Task directions -
Please copy each line below that contains the string "than".

The data -
__________
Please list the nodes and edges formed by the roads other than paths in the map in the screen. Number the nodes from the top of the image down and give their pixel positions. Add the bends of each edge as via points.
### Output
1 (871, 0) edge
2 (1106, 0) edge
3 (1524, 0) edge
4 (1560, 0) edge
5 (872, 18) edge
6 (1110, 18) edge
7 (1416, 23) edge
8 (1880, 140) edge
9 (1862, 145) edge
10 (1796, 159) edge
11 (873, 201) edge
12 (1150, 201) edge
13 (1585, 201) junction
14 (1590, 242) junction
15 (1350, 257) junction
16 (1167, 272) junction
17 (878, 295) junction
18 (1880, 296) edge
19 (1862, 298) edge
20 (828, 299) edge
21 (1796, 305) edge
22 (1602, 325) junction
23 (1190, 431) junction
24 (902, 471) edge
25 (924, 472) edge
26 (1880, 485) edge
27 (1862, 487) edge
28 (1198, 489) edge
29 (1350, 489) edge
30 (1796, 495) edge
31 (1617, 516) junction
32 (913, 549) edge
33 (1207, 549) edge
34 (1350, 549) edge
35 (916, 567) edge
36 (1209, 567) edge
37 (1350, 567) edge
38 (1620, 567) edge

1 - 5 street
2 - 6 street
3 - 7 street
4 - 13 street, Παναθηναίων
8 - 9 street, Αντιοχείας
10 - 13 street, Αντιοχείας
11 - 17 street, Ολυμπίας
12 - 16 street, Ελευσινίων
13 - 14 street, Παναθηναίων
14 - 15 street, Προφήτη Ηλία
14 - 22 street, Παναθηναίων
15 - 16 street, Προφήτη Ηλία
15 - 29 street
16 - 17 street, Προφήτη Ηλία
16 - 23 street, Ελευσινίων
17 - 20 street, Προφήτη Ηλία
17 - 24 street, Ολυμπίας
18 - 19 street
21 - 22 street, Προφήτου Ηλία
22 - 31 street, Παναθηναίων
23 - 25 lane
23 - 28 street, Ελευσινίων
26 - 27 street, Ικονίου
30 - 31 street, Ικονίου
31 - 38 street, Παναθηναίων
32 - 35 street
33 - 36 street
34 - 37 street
__________
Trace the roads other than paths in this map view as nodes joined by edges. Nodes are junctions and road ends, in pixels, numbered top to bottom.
__________
Task output -
Please list the nodes and edges formed by the roads other than paths in the map in the screen. Number the nodes from the top of the image down and give their pixel positions. Add the bends of each edge as via points.
Trace the roads other than paths in this map view as nodes joined by edges. Nodes are junctions and road ends, in pixels, numbered top to bottom.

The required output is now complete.